Saturday, July 18, 2015

Indigo 2015: The vat

I've been lazy about blogging, but I've been busy with this summer's indigo dyeing.  This year I'm trying a zinc-lime vat, which takes time to set up, but is supposed to produce deeper, richer blues than the thiox vat.  In mid-June, I prepared my first stock solution:

The stock looked really good after five hours of reduction--the dark amber color was just what it's supposed to be, and there was a good, thick layer of  indigo "flower" with a nice bronze sheen on top.
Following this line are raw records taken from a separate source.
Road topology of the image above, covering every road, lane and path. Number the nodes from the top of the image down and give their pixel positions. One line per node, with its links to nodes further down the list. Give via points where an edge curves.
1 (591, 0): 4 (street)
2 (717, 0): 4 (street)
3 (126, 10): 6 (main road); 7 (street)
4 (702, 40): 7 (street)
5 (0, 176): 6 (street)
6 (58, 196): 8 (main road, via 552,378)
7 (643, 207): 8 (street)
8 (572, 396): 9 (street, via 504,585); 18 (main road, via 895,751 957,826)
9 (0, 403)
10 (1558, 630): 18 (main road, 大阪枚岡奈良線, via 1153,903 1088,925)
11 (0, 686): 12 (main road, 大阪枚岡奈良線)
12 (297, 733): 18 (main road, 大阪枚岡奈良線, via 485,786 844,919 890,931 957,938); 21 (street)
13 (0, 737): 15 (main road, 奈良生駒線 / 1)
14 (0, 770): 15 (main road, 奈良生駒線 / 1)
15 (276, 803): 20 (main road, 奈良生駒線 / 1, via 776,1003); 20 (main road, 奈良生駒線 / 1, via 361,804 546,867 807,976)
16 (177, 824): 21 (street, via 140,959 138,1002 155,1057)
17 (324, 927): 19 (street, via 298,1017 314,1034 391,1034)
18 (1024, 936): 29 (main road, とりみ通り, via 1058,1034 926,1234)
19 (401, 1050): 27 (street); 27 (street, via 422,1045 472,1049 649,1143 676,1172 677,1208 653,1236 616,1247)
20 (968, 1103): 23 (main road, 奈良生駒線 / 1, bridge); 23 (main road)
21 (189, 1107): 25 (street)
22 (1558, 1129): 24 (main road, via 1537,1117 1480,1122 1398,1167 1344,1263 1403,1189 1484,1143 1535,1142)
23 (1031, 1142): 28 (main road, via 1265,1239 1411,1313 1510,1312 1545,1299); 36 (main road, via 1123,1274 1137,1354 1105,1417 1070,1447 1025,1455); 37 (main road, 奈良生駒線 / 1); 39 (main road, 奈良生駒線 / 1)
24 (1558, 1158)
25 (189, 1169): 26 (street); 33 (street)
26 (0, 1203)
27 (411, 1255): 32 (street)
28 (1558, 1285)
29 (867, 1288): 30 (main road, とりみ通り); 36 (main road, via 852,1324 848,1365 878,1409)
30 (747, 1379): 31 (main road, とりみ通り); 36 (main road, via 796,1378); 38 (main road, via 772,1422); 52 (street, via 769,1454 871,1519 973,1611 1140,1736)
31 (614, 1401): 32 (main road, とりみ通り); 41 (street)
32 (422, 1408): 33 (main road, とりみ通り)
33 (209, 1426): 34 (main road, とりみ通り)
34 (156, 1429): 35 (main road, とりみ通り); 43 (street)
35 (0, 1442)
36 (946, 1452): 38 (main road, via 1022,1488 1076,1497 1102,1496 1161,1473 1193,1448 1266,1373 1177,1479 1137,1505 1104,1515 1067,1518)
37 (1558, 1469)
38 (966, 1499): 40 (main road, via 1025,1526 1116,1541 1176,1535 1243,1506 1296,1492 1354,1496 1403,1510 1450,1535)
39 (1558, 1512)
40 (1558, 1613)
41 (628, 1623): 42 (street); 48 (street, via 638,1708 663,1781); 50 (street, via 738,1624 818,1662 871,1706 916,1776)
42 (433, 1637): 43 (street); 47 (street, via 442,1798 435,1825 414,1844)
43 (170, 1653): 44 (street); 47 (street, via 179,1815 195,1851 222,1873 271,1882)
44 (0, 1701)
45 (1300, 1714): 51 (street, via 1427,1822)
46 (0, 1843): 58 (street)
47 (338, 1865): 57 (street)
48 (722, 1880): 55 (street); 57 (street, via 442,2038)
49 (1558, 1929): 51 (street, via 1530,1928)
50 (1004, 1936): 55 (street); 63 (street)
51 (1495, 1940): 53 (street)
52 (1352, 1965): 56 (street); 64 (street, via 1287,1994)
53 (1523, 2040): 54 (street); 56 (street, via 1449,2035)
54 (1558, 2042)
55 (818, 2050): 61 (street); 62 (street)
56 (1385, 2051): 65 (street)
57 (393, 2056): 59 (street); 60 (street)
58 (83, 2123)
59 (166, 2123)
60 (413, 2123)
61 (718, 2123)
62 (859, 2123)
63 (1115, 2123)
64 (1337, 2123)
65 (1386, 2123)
This vat uses zinc as a reducing agent in combination with calcium hydroxide (lime).  Although the zinc-lime vat has a reputation for being a bit tricky to manage, it has a number of advantages in addition to the colors that it produces.  It reduces indigo efficiently, works at room temperature down to about 60 Fahrenheit, and can be revived even after months of non-use.  Unfortunately, as I noted in an addendum to a previous post, the zinc is rated as a hazard for aquatic life, so the vat has to be disposed of properly as hazardous waste and can't be poured down the drain.  In the longer term, if I want a room temperature vat, I'll have to switch to a ferrous sulfate vat.  It doesn't have the efficiency and longevity of the zinc-lime vat, but is better for the environment (at least as far as anyone knows at the moment).

I had difficulty with the vat for the first several days.  Various dyeing guides talk about looking for a "French mustard" color or a color ranging from yellow to dark amber, depending upon the amount of indigo in the vat.  I thought I had a vat on the yellow-ish side when I first started dipping, but after several rounds, I didn't seem to be building additional color, and my first fabrics weren't very well dyed.  In retrospect, I think the vat was too green and the indigo wasn't reduced enough.  The initial vat also didn't stay chemically balanced as long as I thought it would, and when I went away for a weekend after the first few days of dipping, the vat died completely.  I fiddled with sharpening the vat by adding various combinations of additional zinc, lime, and indigo, and eventually, after about ten days after the original stock solution, I got the following result:

At this point, the vat seemed very bubbly and lively, with lots of dark blue "flower," flecked with bronzy blue bits.  The vat liquid itself reached a perfect dark amber, and I felt certain it was just right.  I immediately started dyeing some elaborate nui shibori pieces that I had laboriously stitched and tied a while back, but didn't dare dye until I felt confident about the vat.

I'll discuss the results of my initial round of dyeing in the next few posts.  Indigo Summer 2015 is well underway!